Study material Block Start
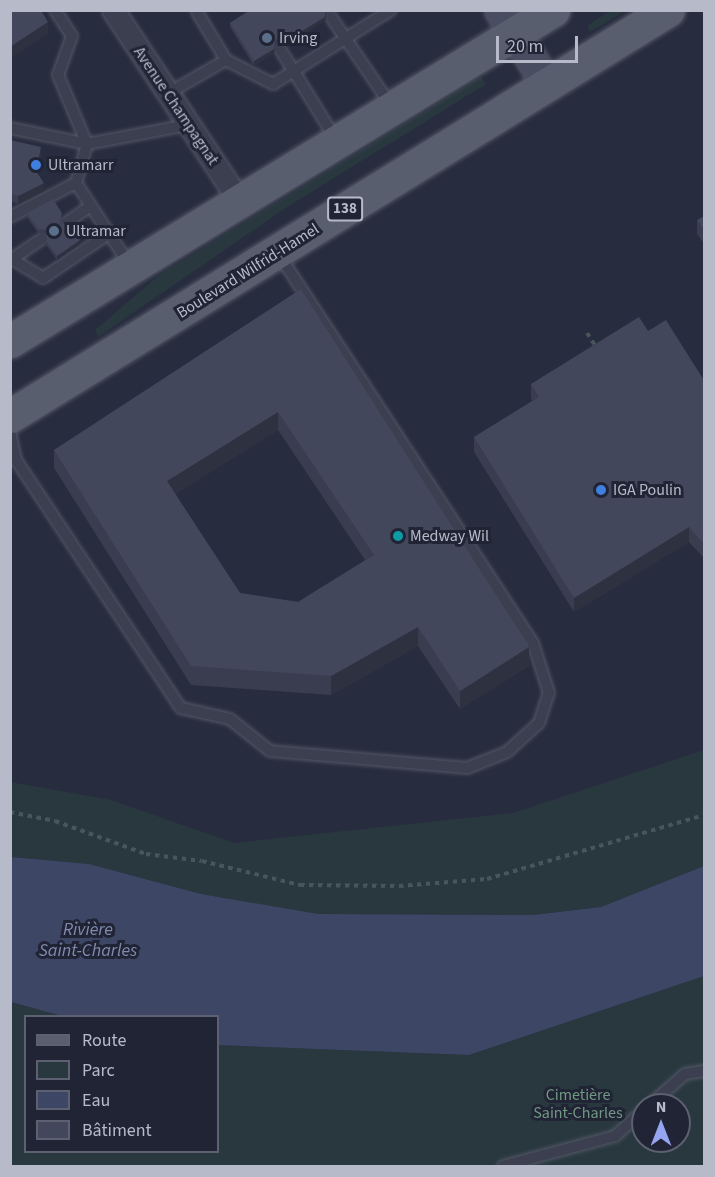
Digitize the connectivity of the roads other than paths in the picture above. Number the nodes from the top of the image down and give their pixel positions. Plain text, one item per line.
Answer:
Study material Block End
Study material Block Start
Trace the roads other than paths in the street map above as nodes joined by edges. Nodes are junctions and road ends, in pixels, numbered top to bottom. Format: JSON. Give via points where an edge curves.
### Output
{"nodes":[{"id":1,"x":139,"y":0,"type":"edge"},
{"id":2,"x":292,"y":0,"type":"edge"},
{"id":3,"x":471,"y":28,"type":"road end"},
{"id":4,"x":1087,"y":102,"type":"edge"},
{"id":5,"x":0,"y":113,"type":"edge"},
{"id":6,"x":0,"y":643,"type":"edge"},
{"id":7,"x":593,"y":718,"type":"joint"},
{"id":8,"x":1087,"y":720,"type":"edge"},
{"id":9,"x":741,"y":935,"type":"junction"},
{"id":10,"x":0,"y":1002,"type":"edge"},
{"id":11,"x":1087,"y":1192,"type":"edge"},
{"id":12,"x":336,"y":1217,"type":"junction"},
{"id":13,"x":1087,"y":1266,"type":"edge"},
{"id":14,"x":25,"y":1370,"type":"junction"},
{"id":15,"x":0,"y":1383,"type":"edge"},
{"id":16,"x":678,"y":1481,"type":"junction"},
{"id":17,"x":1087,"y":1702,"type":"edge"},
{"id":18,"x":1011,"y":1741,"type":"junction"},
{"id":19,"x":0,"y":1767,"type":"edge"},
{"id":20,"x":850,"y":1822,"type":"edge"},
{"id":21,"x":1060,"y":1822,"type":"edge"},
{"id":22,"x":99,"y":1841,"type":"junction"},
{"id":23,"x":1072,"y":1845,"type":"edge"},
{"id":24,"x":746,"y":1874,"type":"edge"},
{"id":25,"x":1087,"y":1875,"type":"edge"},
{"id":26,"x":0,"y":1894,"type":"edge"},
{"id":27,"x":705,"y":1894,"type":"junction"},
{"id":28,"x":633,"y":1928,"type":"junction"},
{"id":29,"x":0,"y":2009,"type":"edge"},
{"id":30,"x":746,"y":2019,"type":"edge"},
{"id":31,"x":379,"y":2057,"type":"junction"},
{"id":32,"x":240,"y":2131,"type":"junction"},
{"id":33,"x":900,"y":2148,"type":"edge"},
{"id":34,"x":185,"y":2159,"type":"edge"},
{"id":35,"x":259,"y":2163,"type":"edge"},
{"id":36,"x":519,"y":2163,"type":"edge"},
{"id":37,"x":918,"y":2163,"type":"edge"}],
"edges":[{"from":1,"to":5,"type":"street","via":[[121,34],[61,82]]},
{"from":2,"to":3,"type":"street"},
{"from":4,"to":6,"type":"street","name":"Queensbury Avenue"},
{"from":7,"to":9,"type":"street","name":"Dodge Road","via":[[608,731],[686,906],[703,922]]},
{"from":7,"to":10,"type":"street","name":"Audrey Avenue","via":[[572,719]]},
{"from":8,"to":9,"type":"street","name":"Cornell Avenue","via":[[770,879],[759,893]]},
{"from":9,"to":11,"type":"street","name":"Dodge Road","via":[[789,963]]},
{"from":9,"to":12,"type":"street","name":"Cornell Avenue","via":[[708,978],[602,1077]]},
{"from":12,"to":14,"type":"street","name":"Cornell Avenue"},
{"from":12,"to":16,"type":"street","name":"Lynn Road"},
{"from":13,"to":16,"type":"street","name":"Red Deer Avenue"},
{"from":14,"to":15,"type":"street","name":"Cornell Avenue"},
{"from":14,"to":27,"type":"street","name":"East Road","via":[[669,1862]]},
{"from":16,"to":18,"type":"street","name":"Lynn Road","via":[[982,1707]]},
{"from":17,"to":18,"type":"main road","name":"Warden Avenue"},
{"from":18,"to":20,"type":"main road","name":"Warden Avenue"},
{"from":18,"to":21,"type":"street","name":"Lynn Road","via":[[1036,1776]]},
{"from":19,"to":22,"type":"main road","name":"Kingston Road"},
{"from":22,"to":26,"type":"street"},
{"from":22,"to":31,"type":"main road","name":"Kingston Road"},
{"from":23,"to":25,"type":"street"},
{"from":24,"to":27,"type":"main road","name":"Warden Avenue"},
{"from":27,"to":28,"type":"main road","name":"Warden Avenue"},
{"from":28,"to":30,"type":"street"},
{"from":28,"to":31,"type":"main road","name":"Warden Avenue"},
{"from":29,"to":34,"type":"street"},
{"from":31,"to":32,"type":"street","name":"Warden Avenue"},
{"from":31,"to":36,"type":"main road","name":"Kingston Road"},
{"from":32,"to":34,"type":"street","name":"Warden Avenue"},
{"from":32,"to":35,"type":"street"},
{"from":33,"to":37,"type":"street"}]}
Study material Block End
Study material Block Start
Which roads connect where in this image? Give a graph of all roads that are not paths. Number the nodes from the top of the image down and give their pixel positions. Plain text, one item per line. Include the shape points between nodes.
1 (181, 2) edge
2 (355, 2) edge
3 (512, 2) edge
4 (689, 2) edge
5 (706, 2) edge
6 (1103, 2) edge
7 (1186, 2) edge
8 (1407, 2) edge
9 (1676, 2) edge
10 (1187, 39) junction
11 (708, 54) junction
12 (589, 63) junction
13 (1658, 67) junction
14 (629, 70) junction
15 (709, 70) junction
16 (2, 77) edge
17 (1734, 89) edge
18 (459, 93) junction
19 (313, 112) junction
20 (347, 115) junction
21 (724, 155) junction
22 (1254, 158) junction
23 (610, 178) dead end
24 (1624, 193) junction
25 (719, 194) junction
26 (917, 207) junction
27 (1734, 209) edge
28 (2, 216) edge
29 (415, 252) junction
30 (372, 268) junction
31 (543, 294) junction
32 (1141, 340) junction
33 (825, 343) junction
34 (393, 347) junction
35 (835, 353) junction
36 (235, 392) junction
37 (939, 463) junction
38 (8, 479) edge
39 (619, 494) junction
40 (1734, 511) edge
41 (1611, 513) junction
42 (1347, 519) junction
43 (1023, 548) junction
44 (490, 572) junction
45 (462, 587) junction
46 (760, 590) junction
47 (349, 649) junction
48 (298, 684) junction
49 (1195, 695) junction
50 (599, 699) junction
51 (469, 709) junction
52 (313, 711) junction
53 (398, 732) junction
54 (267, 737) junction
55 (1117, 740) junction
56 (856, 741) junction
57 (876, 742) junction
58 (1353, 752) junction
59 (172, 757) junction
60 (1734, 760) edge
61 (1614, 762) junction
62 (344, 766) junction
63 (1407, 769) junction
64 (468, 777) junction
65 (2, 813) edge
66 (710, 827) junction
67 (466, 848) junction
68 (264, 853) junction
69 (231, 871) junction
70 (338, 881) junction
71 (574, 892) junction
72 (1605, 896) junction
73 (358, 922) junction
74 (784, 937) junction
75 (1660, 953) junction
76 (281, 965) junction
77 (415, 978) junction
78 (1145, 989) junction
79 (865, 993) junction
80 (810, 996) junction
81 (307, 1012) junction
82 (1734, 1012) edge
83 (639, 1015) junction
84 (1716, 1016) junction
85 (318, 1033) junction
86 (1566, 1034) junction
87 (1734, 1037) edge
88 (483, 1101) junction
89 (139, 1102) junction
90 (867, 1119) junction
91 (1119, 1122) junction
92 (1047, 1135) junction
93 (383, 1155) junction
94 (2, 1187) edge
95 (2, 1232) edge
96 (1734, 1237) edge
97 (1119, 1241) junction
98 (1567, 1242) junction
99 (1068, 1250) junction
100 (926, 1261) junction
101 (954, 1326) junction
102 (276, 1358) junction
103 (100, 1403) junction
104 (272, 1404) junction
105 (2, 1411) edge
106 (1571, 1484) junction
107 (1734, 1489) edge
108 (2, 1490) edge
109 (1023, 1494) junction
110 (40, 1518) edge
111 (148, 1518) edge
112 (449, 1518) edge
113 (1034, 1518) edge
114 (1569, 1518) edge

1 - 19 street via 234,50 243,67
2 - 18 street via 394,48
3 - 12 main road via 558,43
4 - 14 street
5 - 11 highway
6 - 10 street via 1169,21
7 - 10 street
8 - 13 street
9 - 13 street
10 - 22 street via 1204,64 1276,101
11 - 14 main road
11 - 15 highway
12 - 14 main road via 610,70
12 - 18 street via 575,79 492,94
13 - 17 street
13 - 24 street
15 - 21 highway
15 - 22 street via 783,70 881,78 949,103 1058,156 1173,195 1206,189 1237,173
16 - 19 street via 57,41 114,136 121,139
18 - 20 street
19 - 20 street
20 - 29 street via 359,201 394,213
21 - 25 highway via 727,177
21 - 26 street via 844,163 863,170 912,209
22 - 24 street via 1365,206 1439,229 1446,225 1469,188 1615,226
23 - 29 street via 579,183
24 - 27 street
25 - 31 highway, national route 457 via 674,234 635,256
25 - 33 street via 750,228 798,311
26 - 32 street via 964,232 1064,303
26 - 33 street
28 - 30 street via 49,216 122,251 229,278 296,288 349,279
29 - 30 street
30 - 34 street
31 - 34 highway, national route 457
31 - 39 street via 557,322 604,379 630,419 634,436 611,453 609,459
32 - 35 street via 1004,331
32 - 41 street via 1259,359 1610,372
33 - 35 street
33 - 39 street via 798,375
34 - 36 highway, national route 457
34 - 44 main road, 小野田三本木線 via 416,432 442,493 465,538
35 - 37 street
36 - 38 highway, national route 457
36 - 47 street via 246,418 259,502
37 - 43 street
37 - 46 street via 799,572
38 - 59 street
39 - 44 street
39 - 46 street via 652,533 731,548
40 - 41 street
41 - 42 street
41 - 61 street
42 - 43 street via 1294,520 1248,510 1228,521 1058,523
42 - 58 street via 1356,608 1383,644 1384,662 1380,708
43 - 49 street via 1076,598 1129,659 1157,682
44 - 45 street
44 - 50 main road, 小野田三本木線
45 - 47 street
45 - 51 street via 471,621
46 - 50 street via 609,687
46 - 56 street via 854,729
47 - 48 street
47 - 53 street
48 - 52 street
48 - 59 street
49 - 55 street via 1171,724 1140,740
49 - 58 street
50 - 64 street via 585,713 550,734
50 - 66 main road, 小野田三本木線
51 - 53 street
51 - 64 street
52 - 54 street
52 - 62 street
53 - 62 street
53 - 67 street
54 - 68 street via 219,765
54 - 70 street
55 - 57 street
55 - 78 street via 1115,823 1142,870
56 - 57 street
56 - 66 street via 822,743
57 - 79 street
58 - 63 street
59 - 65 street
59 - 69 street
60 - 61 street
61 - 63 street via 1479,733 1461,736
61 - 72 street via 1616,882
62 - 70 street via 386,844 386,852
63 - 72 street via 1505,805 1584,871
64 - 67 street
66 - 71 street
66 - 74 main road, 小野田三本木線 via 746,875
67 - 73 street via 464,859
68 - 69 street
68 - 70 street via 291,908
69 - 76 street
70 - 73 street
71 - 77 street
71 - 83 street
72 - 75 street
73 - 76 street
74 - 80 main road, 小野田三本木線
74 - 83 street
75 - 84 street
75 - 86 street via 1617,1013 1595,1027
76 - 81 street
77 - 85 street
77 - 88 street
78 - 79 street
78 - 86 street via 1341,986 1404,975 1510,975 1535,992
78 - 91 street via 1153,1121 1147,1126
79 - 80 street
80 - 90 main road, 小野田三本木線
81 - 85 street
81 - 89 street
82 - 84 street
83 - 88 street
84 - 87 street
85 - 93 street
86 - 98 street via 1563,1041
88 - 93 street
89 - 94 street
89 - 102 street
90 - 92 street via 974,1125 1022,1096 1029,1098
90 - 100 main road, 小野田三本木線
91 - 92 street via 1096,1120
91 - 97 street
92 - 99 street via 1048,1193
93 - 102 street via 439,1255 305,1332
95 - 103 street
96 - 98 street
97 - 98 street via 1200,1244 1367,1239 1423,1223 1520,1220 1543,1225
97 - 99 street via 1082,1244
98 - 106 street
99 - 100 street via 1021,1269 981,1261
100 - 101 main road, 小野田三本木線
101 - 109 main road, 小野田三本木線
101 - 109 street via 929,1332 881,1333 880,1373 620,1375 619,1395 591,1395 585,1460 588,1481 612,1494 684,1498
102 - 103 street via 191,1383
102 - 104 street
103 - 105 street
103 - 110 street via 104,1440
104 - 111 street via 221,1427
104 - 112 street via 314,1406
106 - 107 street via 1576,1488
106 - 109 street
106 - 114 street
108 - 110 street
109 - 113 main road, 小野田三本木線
Study material Block End
Activity
How many lines in the material contain the string "above"? Reply with the number and nothing else.

Solution
2